Your goal —
Your copy must hold every line of the records word for word. It must hold no pictures.

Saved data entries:
********************

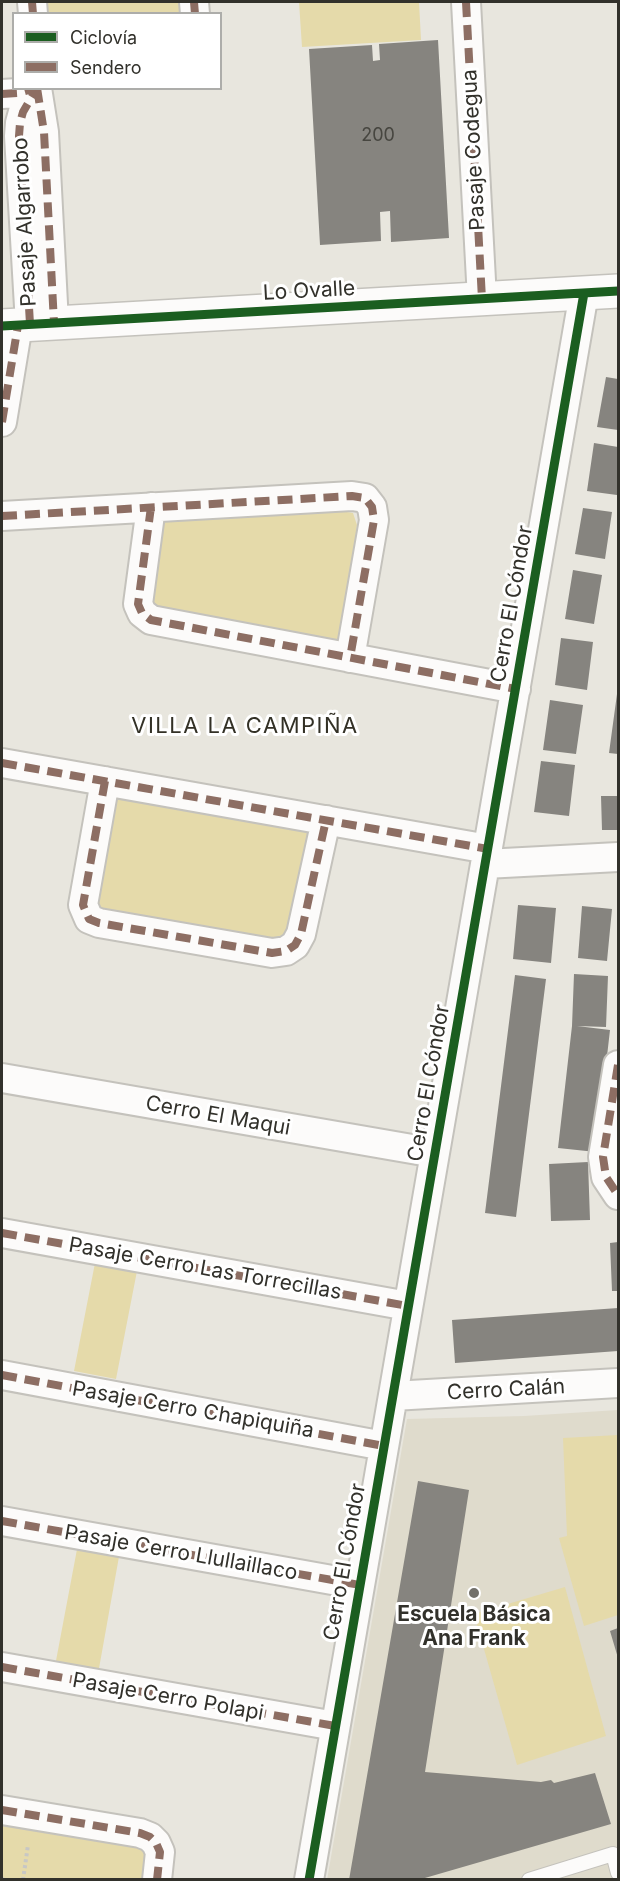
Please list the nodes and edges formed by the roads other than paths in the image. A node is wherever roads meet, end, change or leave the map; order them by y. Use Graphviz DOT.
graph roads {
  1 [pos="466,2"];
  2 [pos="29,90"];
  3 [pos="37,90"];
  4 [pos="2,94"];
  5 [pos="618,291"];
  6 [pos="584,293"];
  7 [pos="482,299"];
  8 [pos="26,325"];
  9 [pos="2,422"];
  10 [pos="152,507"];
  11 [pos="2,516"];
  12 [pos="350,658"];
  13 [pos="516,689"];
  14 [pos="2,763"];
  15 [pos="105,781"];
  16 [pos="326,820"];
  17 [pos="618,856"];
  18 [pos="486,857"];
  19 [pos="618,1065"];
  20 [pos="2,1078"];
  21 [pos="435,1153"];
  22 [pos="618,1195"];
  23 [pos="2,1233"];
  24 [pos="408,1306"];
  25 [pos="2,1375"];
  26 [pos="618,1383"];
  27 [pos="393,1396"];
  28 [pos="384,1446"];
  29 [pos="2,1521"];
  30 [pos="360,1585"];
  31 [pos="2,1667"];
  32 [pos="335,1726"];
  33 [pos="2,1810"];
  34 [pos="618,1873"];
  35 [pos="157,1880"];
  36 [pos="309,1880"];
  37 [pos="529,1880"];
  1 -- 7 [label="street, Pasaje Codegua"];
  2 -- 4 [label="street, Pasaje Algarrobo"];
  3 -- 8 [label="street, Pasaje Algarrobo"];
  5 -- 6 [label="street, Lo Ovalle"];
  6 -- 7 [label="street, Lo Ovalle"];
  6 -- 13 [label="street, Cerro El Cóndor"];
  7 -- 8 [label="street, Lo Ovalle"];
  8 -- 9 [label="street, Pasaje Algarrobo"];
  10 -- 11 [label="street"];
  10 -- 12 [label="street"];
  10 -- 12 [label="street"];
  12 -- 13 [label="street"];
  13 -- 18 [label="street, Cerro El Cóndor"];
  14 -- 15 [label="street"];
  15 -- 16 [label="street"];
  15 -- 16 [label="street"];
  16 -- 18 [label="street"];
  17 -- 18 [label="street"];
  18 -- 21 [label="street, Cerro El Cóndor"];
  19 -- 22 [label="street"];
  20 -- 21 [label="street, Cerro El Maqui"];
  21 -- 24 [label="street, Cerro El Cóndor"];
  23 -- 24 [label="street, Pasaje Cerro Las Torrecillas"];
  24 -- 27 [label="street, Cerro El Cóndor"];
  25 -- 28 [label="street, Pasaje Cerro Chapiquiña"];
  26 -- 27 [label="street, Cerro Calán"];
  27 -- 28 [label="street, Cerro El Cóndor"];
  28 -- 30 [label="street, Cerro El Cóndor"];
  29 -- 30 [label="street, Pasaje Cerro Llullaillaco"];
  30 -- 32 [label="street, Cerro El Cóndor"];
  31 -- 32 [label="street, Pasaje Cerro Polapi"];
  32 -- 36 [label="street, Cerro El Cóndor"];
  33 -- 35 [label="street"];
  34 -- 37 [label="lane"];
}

********************

Answer section —
Please list the nodes and edges formed by the roads other than paths in the image. A node is wherever roads meet, end, change or leave the map; order them by y. Use Graphviz DOT.
graph roads {
  1 [pos="466,2"];
  2 [pos="29,90"];
  3 [pos="37,90"];
  4 [pos="2,94"];
  5 [pos="618,291"];
  6 [pos="584,293"];
  7 [pos="482,299"];
  8 [pos="26,325"];
  9 [pos="2,422"];
  10 [pos="152,507"];
  11 [pos="2,516"];
  12 [pos="350,658"];
  13 [pos="516,689"];
  14 [pos="2,763"];
  15 [pos="105,781"];
  16 [pos="326,820"];
  17 [pos="618,856"];
  18 [pos="486,857"];
  19 [pos="618,1065"];
  20 [pos="2,1078"];
  21 [pos="435,1153"];
  22 [pos="618,1195"];
  23 [pos="2,1233"];
  24 [pos="408,1306"];
  25 [pos="2,1375"];
  26 [pos="618,1383"];
  27 [pos="393,1396"];
  28 [pos="384,1446"];
  29 [pos="2,1521"];
  30 [pos="360,1585"];
  31 [pos="2,1667"];
  32 [pos="335,1726"];
  33 [pos="2,1810"];
  34 [pos="618,1873"];
  35 [pos="157,1880"];
  36 [pos="309,1880"];
  37 [pos="529,1880"];
  1 -- 7 [label="street, Pasaje Codegua"];
  2 -- 4 [label="street, Pasaje Algarrobo"];
  3 -- 8 [label="street, Pasaje Algarrobo"];
  5 -- 6 [label="street, Lo Ovalle"];
  6 -- 7 [label="street, Lo Ovalle"];
  6 -- 13 [label="street, Cerro El Cóndor"];
  7 -- 8 [label="street, Lo Ovalle"];
  8 -- 9 [label="street, Pasaje Algarrobo"];
  10 -- 11 [label="street"];
  10 -- 12 [label="street"];
  10 -- 12 [label="street"];
  12 -- 13 [label="street"];
  13 -- 18 [label="street, Cerro El Cóndor"];
  14 -- 15 [label="street"];
  15 -- 16 [label="street"];
  15 -- 16 [label="street"];
  16 -- 18 [label="street"];
  17 -- 18 [label="street"];
  18 -- 21 [label="street, Cerro El Cóndor"];
  19 -- 22 [label="street"];
  20 -- 21 [label="street, Cerro El Maqui"];
  21 -- 24 [label="street, Cerro El Cóndor"];
  23 -- 24 [label="street, Pasaje Cerro Las Torrecillas"];
  24 -- 27 [label="street, Cerro El Cóndor"];
  25 -- 28 [label="street, Pasaje Cerro Chapiquiña"];
  26 -- 27 [label="street, Cerro Calán"];
  27 -- 28 [label="street, Cerro El Cóndor"];
  28 -- 30 [label="street, Cerro El Cóndor"];
  29 -- 30 [label="street, Pasaje Cerro Llullaillaco"];
  30 -- 32 [label="street, Cerro El Cóndor"];
  31 -- 32 [label="street, Pasaje Cerro Polapi"];
  32 -- 36 [label="street, Cerro El Cóndor"];
  33 -- 35 [label="street"];
  34 -- 37 [label="lane"];
}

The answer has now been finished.